In recent years, it has been shown that some physical defects, which do not affect the logic behavior of an electronic circuit or device (for instance a CMOS device) usually cannot be detected using voltage oriented test techniques. However, they often reduce the reliability of the circuit. Testing is best performed using a combination of test techniques, with each method dedicated to detect a class of defects. Quiescent power supply current monitoring has been used to detect a variety of such defects See S. McEUEN, “Reliability benefits of IDDQ”, Journal of Electronic Testing: Theory and Applications, Vol. 3, No. 4, December, 1992, pp. 41-49; W. Mao, R. K. Gulati, D. K. Goel and M. D. Cilleti, “QUIETEST: A Quiescent Current Testing Methodology for Detecting Leakage Faults”, Proc. of Inter. Conf. on Computer Aided Design, 1990, pp. 280-283; C. F. Hawkins and J. M. Soden, “Electrical characteristics and testing consideration for gate oxide shorts in CMOS ICs”, Proc. of The 1985 Test Conf, Philadelphia, Pa., 1985, pp. 544-555; W. Maly and M. Patyra, “Built-in Current Testing”, IEEE Journal of Solid State Circuits, Vol. 27, No. 3, March 1992, pp. 425-428.

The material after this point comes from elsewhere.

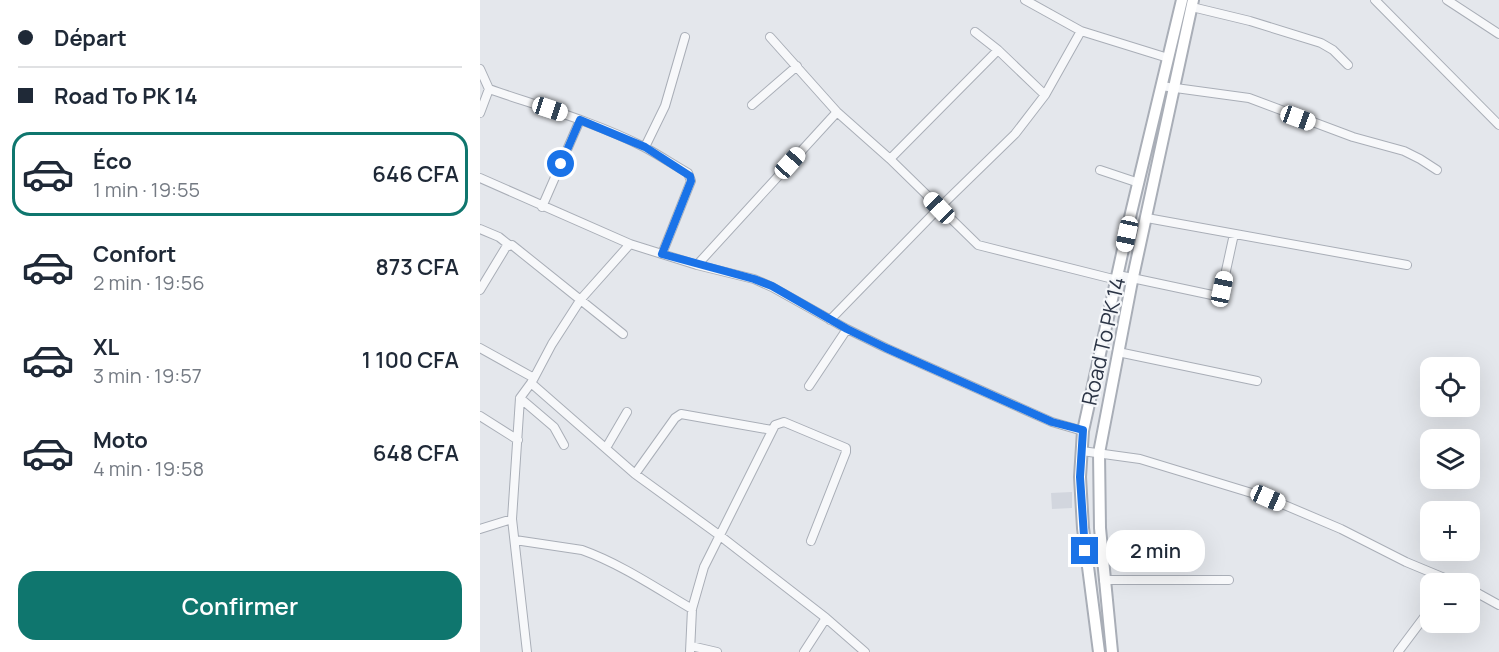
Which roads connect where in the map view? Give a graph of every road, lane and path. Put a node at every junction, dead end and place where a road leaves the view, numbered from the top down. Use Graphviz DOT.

Nevertheless, the efficiency of Quiescent Current Testing for detecting open defects presents some limitations due to the fact that these failures may prevent changes of the quiescent power supply current. See C. L. Henderson, J. M. Soden and; C. F. Hawkins, “The behavior and testing implications of CMOS IC logic gate open circuits”, Proc. of Inter. Test Conference, November, 1991, pp. 302-310; V. H. Champac, A. Rubio and J. Figueras, “Electrical model of the floating gate defect: Implications on IDDQ testing”, IEEE Trans., 1994, CAD-13 (3), pp. 359-369.
Therefore, the transient power supply current testing (IDDT testing) [S-T. Su and R. Z. Makki, “Testing of SRAMs by Monitoring Dynamic Power Supply Current”, JETTA, Vol. 3, 1992, pp. 265-278.][S-T. Su, R. Z. Makki and T. Nagle, “Transient Power Supply Current Monitoring—A New Test Method for CMOS VLSI Circuits”, JETTA, Vol. 6, February 1995, pp. 23-43.] can be conveniently used to augment the existing test methods and to enhance the defect coverage. On the other hand, the on-chip measurement of the dynamic current presents a more complex issue than performing IDDQ testing.

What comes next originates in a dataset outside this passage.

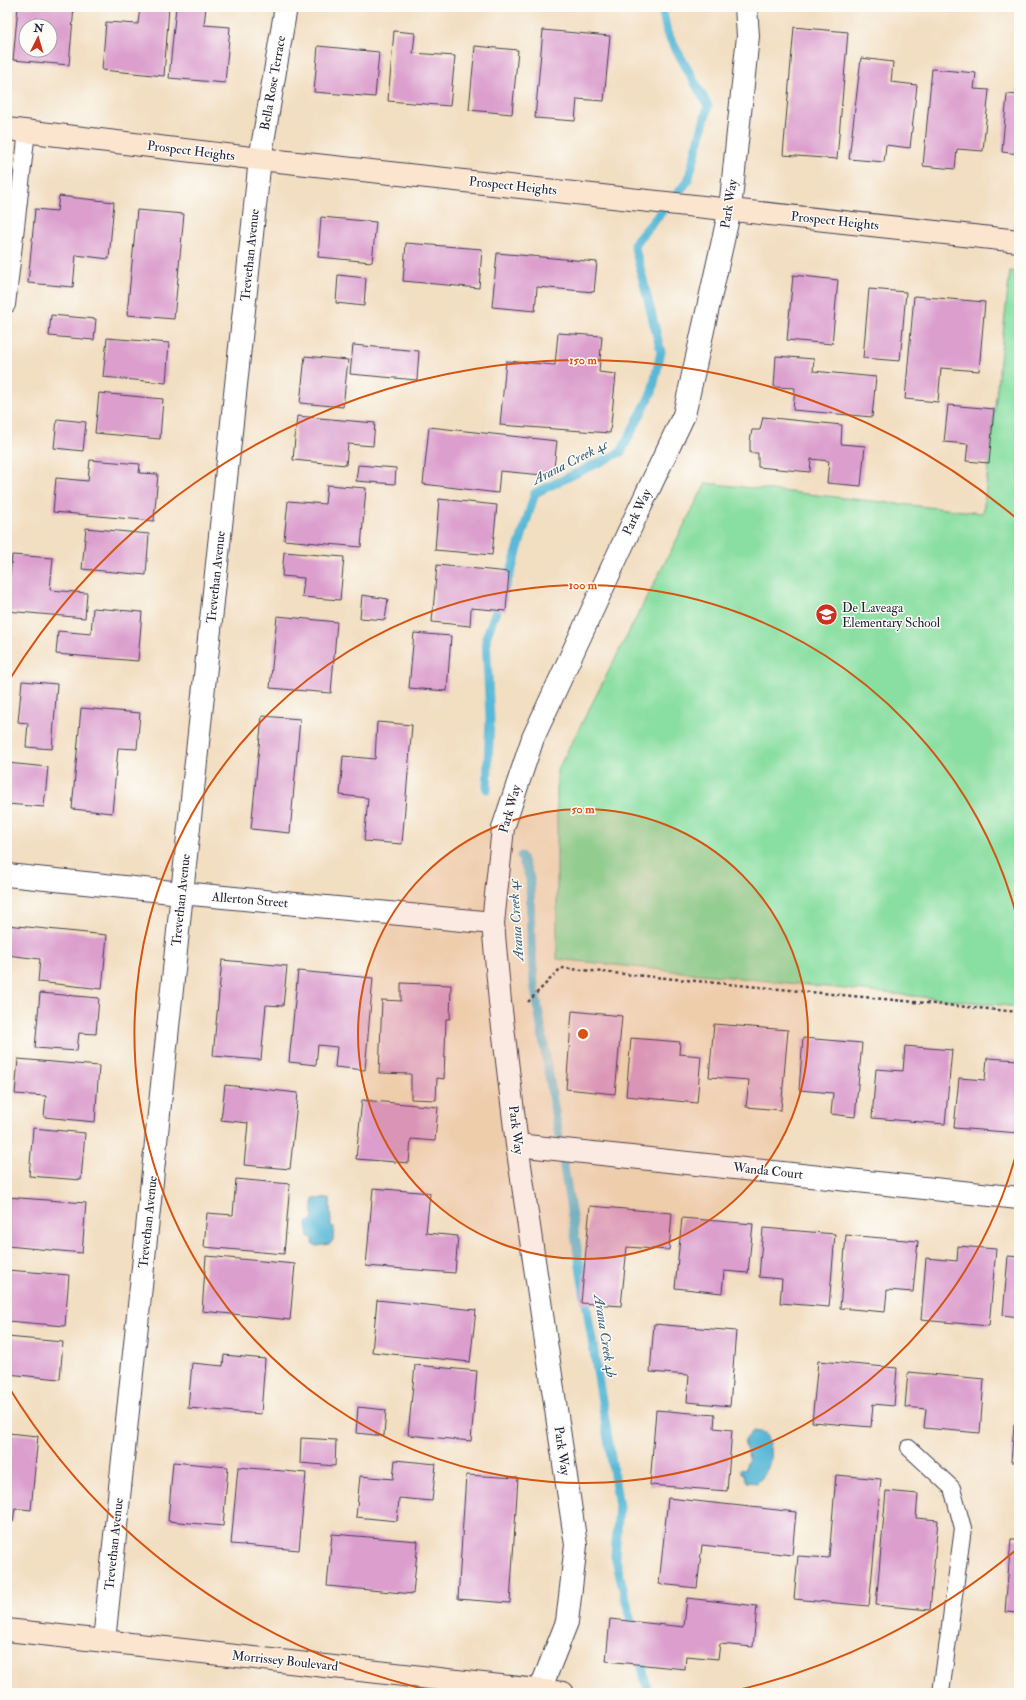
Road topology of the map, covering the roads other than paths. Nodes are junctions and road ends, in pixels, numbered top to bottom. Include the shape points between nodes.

So far, only a few transient built-in current (BIC) monitors have been proposed See J. Segura, M. Roca, D. Mateo and A. Rubio, “Built-in dynamic current sensor circuit for digital VLSI CMOS testing”, Electronics Letters, Vol. 30, No. 20, September 1994, pp. 1668-1669; J. Arguelles, M. Martinez, and S. Bracho, “Dynamic IDD test circuit for mixed-signal ICs”, Electronics Letters, Vol. 30, No. 6, March 1994, pp. 485-486; Y. Maidon, Y. Deval, J. B. Begueret, J. Tomas, and J. P. Dom, “3.3V CMOS Built-In Current Sensor”, Electronics Letters, Vol. 33, No. 5, February 1997, pp. 345-346.
In the state of the art, no current test monitors not influencing the operation of the DUT (Device Under Test) are available in the context of both static and dynamic (transient) currents and being either on-chip or off-chip.

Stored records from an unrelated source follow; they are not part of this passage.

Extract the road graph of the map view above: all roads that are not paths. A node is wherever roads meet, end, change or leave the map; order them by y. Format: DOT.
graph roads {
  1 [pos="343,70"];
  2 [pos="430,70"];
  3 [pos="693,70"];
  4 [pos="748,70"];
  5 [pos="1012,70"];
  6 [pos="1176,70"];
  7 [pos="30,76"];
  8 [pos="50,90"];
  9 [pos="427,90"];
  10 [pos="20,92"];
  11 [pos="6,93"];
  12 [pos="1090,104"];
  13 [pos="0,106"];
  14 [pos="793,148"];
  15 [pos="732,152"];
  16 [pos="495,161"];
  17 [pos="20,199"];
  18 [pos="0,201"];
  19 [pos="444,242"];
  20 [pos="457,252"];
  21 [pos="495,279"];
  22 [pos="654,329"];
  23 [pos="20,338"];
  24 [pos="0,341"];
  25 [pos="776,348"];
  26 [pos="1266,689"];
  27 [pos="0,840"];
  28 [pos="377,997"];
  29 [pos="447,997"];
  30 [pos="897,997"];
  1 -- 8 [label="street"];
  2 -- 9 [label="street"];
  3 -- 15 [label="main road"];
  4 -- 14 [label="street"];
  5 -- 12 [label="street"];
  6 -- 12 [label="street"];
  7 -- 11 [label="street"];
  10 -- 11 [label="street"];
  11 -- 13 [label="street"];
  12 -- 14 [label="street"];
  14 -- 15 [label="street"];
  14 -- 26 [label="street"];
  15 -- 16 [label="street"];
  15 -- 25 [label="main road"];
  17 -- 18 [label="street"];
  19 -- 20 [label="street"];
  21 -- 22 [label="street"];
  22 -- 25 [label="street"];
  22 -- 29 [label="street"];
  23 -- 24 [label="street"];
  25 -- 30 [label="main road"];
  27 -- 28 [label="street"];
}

The Philips Patent Application EP 0386804 A2 shows an arrangement for measuring the quiescent current of a digital circuit wherein the digital circuit under test is incorporated in the branches of a current mirror. Between the supply voltage and the voltage applied to said digital circuit under test an active element is found, resulting in a supplementary voltage drop, influencing the normal operation of the DUT.
The Texas Instruments Patent Application EP 0525421 A2 measures a voltage drop over a test object, and generates a voltage, being the voltage difference over two branches of a three branch current mirror. The connections of two branches of said three branch current mirror are made at an opposite side of the test object and are thus connected to another connection wire. This application further shows an arrangement for observing a voltage change over a test object while forcing a fixed current to flow through said test object. This arrangement thus seeks to measure a change in resistance.